#### WHAT YOU SHOULD DO
Note every line in the entries that contains the string "Morais", and copy it.

#### TASK MATERIAL
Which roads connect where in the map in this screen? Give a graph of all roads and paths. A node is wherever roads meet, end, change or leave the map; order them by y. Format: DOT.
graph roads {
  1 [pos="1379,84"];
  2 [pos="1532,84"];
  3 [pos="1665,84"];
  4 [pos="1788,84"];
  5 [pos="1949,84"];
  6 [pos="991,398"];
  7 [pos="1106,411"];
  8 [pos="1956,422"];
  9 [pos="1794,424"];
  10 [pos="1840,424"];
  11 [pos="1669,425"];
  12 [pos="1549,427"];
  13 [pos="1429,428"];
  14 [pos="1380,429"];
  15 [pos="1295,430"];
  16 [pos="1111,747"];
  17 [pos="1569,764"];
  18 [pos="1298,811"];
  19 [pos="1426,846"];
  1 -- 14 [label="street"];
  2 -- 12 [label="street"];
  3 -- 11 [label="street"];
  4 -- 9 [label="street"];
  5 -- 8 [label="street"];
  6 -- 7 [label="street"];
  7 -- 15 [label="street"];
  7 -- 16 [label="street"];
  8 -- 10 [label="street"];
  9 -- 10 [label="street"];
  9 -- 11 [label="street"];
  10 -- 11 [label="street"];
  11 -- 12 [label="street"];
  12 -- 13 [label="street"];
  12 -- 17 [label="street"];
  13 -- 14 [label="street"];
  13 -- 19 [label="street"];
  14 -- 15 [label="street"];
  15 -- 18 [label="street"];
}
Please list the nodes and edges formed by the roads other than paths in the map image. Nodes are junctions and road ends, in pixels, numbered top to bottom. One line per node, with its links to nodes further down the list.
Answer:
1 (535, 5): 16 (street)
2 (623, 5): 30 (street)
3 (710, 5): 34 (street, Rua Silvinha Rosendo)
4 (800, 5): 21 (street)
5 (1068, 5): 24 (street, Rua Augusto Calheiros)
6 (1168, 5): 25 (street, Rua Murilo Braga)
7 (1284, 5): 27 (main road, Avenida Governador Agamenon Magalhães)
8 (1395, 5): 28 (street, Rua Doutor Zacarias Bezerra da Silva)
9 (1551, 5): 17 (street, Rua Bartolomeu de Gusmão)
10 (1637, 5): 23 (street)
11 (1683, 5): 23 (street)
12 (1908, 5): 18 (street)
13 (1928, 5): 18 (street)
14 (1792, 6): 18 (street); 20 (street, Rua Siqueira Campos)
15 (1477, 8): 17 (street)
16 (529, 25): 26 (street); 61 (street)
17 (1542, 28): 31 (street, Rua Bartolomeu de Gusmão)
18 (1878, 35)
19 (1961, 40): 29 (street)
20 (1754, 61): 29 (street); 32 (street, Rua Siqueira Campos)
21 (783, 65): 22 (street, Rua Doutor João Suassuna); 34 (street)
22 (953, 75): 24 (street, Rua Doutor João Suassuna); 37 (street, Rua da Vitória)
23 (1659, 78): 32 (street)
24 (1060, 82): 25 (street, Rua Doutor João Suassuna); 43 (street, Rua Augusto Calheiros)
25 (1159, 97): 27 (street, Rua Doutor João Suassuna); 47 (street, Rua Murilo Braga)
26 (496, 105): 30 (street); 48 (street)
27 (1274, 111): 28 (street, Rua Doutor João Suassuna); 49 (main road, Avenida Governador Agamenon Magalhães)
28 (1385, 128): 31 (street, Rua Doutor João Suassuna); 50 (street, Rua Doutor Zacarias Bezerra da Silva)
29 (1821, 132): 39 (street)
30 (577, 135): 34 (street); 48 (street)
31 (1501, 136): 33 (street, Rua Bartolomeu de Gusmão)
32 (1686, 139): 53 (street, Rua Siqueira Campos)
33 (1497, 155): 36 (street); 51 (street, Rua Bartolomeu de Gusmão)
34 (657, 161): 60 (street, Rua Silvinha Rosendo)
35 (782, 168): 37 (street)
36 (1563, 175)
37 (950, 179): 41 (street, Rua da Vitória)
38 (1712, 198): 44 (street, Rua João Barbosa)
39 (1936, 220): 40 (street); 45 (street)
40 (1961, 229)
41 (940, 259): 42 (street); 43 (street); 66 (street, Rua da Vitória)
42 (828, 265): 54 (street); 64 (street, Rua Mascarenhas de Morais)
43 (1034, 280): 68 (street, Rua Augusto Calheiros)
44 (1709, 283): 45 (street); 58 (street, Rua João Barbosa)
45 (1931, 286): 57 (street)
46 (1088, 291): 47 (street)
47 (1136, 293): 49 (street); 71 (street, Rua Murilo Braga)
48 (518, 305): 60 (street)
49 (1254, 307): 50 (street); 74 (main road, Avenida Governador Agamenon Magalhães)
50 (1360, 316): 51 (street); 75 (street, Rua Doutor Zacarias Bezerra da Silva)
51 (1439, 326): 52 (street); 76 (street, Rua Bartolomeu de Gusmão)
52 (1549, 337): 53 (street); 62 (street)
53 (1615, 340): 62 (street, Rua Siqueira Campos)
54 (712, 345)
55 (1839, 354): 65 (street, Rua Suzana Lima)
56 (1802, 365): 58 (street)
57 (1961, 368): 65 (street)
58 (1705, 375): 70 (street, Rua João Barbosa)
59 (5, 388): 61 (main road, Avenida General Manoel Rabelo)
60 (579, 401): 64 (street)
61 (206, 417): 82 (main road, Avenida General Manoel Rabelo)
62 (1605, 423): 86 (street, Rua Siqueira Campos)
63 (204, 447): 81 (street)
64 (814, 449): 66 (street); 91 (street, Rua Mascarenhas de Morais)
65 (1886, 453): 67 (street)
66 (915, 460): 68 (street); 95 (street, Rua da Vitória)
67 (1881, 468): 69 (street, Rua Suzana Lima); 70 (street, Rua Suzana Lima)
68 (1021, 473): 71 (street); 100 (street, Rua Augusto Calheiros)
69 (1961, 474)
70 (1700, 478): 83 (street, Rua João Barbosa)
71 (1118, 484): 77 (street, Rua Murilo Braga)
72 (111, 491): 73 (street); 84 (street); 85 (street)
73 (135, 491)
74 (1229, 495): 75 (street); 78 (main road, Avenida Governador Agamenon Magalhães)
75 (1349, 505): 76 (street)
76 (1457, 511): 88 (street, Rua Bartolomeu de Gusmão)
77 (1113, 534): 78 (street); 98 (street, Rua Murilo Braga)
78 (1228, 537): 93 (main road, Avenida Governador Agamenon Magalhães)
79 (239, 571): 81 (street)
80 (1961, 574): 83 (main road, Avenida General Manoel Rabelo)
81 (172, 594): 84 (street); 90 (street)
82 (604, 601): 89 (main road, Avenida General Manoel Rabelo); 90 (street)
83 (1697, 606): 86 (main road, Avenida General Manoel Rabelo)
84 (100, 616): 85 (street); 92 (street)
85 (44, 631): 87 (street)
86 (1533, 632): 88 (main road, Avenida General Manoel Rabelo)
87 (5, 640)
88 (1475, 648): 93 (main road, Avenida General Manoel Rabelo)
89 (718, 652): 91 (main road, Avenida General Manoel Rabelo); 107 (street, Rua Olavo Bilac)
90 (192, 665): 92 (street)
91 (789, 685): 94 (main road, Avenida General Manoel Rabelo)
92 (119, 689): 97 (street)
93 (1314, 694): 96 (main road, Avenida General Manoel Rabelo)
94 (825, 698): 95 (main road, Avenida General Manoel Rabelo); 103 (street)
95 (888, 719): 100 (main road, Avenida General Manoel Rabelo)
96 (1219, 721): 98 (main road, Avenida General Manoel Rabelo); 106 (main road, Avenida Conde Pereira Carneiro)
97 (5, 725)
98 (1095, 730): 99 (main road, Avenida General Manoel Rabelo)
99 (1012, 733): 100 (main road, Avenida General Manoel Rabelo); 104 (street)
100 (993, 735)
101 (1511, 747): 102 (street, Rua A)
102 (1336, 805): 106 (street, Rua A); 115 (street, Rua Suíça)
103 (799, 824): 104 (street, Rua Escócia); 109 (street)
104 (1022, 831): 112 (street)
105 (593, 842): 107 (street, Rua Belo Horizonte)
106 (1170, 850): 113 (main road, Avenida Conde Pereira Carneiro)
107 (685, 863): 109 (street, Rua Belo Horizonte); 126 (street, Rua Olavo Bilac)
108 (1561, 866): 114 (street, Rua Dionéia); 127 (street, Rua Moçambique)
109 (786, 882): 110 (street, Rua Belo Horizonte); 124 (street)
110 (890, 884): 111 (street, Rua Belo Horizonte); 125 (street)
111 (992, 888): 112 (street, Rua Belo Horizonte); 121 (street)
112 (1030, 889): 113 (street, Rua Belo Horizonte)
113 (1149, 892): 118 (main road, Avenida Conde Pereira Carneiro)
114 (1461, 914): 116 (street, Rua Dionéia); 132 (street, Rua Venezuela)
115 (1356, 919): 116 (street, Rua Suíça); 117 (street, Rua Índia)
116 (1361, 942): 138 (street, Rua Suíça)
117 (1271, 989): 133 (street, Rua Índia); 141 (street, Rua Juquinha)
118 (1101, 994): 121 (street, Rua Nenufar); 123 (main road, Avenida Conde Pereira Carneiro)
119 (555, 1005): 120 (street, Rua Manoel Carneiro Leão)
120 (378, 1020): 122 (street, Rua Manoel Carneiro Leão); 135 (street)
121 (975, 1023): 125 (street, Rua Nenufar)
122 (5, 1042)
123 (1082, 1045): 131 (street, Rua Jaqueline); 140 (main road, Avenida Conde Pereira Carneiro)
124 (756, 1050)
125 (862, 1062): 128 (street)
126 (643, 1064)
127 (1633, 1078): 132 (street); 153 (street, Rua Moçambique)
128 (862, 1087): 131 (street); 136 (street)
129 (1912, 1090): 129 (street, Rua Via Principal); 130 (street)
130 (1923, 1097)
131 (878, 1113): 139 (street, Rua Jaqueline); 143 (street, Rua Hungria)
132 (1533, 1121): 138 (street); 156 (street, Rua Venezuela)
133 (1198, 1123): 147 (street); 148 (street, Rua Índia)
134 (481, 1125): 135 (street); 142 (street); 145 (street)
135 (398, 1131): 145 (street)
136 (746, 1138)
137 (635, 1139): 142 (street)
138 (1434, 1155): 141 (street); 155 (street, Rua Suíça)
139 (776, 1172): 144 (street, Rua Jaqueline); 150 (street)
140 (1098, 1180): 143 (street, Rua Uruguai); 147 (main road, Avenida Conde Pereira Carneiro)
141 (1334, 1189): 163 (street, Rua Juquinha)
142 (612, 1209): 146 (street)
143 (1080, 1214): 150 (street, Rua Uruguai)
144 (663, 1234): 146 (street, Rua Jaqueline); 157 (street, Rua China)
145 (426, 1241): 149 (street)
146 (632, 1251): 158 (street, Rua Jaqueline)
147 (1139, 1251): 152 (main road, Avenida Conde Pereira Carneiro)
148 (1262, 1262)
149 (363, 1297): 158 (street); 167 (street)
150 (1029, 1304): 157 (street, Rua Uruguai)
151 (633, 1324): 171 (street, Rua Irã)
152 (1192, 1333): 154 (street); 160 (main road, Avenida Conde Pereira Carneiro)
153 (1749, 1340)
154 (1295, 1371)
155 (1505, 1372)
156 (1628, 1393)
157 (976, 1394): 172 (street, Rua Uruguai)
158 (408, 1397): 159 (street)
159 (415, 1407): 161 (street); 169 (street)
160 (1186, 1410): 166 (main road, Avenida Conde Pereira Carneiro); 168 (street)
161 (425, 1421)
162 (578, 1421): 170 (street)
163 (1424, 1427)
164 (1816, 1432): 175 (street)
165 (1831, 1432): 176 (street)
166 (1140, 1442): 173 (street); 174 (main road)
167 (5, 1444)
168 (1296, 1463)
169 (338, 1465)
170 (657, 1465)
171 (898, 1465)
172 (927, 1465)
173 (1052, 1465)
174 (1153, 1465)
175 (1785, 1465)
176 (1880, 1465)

#### ANSWER TO THIS EXERCISE
42 (828, 265): 54 (street); 64 (street, Rua Mascarenhas de Morais)
64 (814, 449): 66 (street); 91 (street, Rua Mascarenhas de Morais)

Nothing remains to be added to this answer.